Construct a Shakespearian text generator using a word encoding rather than a letter by letter encoding. Compare the results of using LSTM vs GRU nodes. 

In [7]:
import torch
import torch.nn as nn
import torch.optim as optim
import numpy as np
import re
from collections import Counter
from torch.utils.data import DataLoader, TensorDataset

device = torch.device("cuda" if torch.cuda.is_available() else "cpu")
# print(f"Using device: {device}")

# Load the data
with open("Shakespeare.txt", "r", encoding="utf-8") as f:
    text = f.read().lower()

# Clean the text
text = re.sub(r"[^\w\s]", "", text)

words = text.split()

min_word_freq = 1000  # Keep words occured >=1000 times
word_counts = Counter(words)
vocab = {word for word, count in word_counts.items() if count >= min_word_freq}

word_to_index = {word: i+1 for i, word in enumerate(vocab)}
word_to_index["<UNK>"] = 0  # Replace less-frequent words as <UNK>
index_to_word = {i: word for word, i in word_to_index.items()}

data = [word_to_index.get(word, 0) for word in words] 

# Set sequence length to 5
seq_length = 5  

# Construct training dataset
X, Y = [], []
for i in range(len(data) - seq_length):
    X.append(data[i:i+seq_length])
    Y.append(data[i+seq_length])

X = torch.tensor(X, dtype=torch.long)
Y = torch.tensor(Y, dtype=torch.long)

# print(f"Size of Dataset: {X.shape[0]}")
# print(f"Size of Vocabulary Set: {len(word_to_index)}")

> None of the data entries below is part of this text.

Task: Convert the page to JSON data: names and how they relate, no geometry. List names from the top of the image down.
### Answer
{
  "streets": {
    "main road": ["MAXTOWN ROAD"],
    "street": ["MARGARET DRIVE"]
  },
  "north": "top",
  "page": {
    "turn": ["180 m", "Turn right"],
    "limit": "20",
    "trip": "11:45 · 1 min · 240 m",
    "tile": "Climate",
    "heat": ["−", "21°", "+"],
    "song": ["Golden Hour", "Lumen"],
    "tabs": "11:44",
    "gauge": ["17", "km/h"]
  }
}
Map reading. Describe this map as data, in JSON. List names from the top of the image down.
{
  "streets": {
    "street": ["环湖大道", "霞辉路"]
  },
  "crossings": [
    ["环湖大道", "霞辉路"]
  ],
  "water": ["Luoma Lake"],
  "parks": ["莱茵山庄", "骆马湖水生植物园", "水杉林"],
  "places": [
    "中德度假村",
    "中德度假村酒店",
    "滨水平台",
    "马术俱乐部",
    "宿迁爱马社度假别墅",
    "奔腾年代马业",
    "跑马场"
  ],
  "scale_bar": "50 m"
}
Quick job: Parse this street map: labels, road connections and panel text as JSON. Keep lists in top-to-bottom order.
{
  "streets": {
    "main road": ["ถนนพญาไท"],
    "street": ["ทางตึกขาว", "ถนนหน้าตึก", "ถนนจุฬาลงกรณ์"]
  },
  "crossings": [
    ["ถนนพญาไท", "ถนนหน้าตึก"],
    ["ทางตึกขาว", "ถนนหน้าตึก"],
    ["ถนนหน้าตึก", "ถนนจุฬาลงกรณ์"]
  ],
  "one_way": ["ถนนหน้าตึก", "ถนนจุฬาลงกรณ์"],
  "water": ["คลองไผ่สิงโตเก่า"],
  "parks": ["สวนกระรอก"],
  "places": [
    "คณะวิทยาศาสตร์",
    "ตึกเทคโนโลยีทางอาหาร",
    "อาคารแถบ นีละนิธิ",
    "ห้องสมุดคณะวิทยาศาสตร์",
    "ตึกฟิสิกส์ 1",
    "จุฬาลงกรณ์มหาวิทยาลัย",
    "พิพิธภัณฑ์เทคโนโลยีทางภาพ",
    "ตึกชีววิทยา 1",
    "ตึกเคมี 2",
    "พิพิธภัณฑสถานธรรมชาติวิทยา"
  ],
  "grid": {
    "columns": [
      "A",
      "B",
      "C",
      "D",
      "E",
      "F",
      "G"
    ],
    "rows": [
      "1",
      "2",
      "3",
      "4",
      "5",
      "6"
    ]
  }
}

# Create a DataLoader to load data in bulk
batch_size = 64
dataset = TensorDataset(X, Y)
train_loader = DataLoader(dataset, batch_size=batch_size, shuffle=True)


In [8]:
class WordRNN(nn.Module):
    def __init__(self, vocab_size, embed_size, hidden_size, num_layers, rnn_type="LSTM"):
        super(WordRNN, self).__init__()
        self.embedding = nn.Embedding(vocab_size, embed_size)
        self.rnn_type = rnn_type
        if rnn_type == "LSTM":
            self.rnn = nn.LSTM(embed_size, hidden_size, num_layers, batch_first=True)
        else:
            self.rnn = nn.GRU(embed_size, hidden_size, num_layers, batch_first=True)
        self.fc = nn.Linear(hidden_size, vocab_size)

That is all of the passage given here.